A study reported in Nature claims that women who give birth later in life tend to live longer.
- Of the 78 women who were at least 100 years old at the time of the study, 19% had given birth after their 40th birthday.
- Of the 54 women who were 73 years old at the time of the study, only 5.5% had given birth after their 40th birthday.
- A researcher stated that “if your reproductive system is aging slowly enough that you can have a child in your 40s, it probably bodes well for the fact that the rest of you is aging slowly too.”
- Was this an observational study or an experiment?
- Does the study suggest that later child bearing causes longer lifetimes or that later child bearing reflects an underlying cause?
- This was an observational study.
- The study suggest that later child bearing reflects an underlying cause.
- There are other possible explanations for the findings.
- For example, it’s also possible that the younger women lived during a time when having babies after age 40 was less likely (by choice).
- It is still possible for them to live to be 100 years old.
Those who favor gun control often point to a positive correlation between the availability of handguns and murder rates to support their position that gun control would save lives.
- Does this correlation, by itself, indicate that handgun availability causes a higher murder rate?
- Suggest some other factors that might support or weaken this conclusion.

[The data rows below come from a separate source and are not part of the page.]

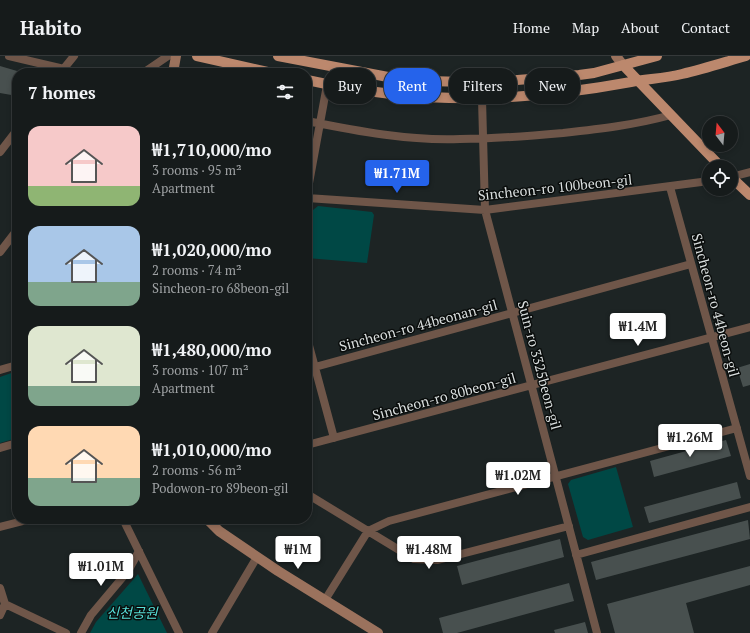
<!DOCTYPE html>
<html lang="en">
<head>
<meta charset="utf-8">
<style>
  :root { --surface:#161b1b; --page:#232828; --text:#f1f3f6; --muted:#9ea1a3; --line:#35393a; --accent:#2563eb }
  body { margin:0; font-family:"PT Serif","Noto Sans KR",serif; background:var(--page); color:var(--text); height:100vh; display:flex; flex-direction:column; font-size:15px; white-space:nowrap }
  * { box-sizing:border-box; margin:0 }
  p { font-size:13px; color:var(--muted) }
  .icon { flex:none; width:22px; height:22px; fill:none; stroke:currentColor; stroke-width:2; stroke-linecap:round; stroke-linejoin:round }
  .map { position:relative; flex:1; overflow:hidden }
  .panel { position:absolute; left:12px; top:12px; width:300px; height:456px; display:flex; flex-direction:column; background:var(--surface); border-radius:16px; box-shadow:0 2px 6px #0003,0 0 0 1px var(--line) }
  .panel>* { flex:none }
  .hud { position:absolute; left:324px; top:12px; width:366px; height:36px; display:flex; gap:8px }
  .needle { width:26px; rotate:344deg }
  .controls { position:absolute; left:702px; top:60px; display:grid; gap:8px }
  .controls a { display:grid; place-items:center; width:36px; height:36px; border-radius:50%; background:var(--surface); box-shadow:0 2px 6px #0003,0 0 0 1px var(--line); font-size:20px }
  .price { position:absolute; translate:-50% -34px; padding:0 9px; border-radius:4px; background:#fff; color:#222; font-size:13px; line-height:26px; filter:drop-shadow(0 1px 2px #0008) }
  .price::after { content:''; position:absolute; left:50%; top:24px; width:12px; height:9px; margin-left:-6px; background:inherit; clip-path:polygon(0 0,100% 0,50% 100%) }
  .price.current { background:var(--accent); color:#fff }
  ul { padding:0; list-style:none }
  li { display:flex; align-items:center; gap:12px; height:100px; padding:0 16px }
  li span { display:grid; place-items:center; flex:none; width:112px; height:80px; border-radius:12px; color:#555 }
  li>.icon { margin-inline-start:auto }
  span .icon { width:48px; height:48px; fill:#fffc; stroke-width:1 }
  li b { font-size:17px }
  h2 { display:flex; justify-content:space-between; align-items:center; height:48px; padding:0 16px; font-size:17px }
  .pill { padding:0 14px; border-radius:16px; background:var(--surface); box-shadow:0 2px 6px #0003,0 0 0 1px var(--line); font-size:14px; line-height:36px }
  .pill.current { background:var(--accent); color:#fff }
  header { display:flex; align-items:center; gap:24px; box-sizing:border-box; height:56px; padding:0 20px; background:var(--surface); border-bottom:1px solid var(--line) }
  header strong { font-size:19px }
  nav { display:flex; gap:22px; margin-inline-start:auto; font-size:14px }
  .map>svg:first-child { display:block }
  .green { fill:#004845 }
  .building { fill:#48504f }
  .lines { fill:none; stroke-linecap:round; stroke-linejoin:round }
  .path { stroke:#5a6060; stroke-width:2; stroke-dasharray:2 2; stroke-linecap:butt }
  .street { stroke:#6f5649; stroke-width:8 }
  .secondary { stroke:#9b725d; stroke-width:10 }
  .primary { stroke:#bc886d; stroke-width:10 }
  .labels { text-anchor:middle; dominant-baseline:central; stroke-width:3; stroke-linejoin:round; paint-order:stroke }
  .street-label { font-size:14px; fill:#dadfdf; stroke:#0a0d0c }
  .park-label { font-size:14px; font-style:italic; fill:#56dfd8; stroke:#0a0d0c }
</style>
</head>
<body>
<header>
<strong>Habito</strong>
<nav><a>Home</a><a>Map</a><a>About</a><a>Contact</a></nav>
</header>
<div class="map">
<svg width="750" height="577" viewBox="0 0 750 577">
  <rect width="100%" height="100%" fill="#1d2424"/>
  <path class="green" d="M318 150 372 156 374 159 367 207 307 202V188L313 154Z
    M17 315V382L0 387V321Z
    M616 411 633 471 588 484 583 481 568 428 571 424Z
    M138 518 167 577H90L96 566Z"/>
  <path class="building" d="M0 10 17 15V40L0 37Z
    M750 308V329L743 331 737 312Z
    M726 384 731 400 654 421 650 405Z
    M737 426 741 442 649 467 644 451Z
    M748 464 750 483 596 524 591 506Z
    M560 483 564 501 462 529 457 510Z
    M750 510V529L686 547 694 577H615L607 548Z
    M569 527 574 545 457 577H443L439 562Z
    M585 566 588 577H555L554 574Z"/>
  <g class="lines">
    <path class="path" d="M197 15V17"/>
    <path class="street" d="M9 0 64 13
      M61 16 74 0
      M143 17 168 0
      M482 43 485 154 597 577
      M307 65C357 75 409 85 460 83 495 83 529 80 563 77 599 73 635 69 671 59
      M0 96 17 74
      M731 121 750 116
      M670 131 750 420
      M307 138 327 29
      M307 142 485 154 709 125
      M0 196 17 174
      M307 282 334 382
      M315 311 691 208
      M0 314 17 309
      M307 389 750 271
      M0 392 17 387
      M307 438 414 503 438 504 569 470
      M123 463 179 577
      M0 471 31 463
      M576 499 750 451
      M0 532 5 548 66 577
      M325 544 368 475 389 465 737 372
      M0 559 5 548
      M81 577 91 559 128 515 139 495
      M212 577 257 501"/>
    <path class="secondary" d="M616 0 623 9
      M173 17 176 0
      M207 463 219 475 278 515 378 577"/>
    <path class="primary" d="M197 0 272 17
      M278 0 388 21 428 25 466 26 504 25 579 19 594 17 657 0
      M623 9 721 111
      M307 24C421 49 517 47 631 26 648 23 666 22 682 18 704 13 725 6 746 0
      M731 121 750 139"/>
  </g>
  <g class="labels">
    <g class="street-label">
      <text transform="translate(555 131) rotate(-6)">Sincheon-ro 100beon-gil</text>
      <text transform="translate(716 249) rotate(75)">Sincheon-ro 44beon-gil</text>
      <text transform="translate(418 269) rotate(-15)">Sincheon-ro 44beonan-gil</text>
      <text transform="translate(540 309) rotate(75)">Suin-ro 3325beon-gil</text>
      <text transform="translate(444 340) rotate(-15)">Sincheon-ro 80beon-gil</text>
    </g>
    <g class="park-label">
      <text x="132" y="556">신천공원</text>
    </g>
  </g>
</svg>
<div class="controls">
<a><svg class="needle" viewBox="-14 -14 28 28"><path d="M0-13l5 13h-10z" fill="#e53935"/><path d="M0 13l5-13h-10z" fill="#9ea1a3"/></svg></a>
<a><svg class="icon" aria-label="locate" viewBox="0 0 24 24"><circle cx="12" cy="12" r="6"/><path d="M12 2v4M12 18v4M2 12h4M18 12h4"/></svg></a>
</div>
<b class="price current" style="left:397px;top:138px">₩1.71M</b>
<b class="price" style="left:638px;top:291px">₩1.4M</b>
<b class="price" style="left:690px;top:402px">₩1.26M</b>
<b class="price" style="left:518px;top:440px">₩1.02M</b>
<b class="price" style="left:298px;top:514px">₩1M</b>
<b class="price" style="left:429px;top:514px">₩1.48M</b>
<b class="price" style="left:101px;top:531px">₩1.01M</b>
<div class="hud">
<a class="pill">Buy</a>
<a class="pill current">Rent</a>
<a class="pill">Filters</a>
<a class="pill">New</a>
</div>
<section class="panel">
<h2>7 homes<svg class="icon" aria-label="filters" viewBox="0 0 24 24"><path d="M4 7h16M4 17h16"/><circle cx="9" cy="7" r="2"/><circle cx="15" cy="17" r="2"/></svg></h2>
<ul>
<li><span style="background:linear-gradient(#f6c9c9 75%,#8fb573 0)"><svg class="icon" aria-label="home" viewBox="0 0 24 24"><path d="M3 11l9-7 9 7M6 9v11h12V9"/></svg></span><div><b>₩1,710,000/mo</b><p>3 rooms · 95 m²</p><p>Apartment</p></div></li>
<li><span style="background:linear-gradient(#a9c7e8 70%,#7fa58c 0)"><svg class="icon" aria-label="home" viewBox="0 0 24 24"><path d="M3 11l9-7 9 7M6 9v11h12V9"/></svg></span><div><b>₩1,020,000/mo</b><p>2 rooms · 74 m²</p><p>Sincheon-ro 68beon-gil</p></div></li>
<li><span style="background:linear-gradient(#dfe7d0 75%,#7fa58c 0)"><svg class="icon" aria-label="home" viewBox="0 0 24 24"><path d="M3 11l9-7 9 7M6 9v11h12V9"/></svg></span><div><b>₩1,480,000/mo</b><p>3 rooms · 107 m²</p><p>Apartment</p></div></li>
<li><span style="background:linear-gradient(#ffd9b3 65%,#7fa58c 0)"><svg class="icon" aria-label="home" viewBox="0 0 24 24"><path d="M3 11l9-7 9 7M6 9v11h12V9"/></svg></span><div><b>₩1,010,000/mo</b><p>2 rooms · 56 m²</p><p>Podowon-ro 89beon-gil</p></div></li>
</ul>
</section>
</div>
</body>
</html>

Availability is not itself a cause.
- Social, economic, or personal conditions cause individuals to use the available handguns.
Distinguish between a distribution of sample means and a distribution of sample proportions.
A distribution of sample means results when the means of all possible samples of a given size are found, and a distribution of sample proportions results when the corresponding proportions are found.
What is a sample mean? What is a sample proportion? Summarize the notation used for these statistics.
- The mean of a particular sample drawn from a population.
- A fraction (or percentage) with which some variable occurs in a sample.
- Notations for samples and populations are pictured in your phone.
I selected three different samples of size n = 20 drawn from the 1250 students at my school, and with these I constructed the sampling distribution.
The statement does not make sense.
- A sampling distribution is a distribution of all possible samples of a particular size, which is far more than three.
Although a company randomly surveys only a few thousand households out of the millions that own cars, they have a good chance of getting an accurate estimate of the proportion of the population with a sports car.
The statement makes sense.
- The sample size is large enough for the distribution of sample proportions to be nearly normal, so individual sample proportions should be clustered around the actual population proportion.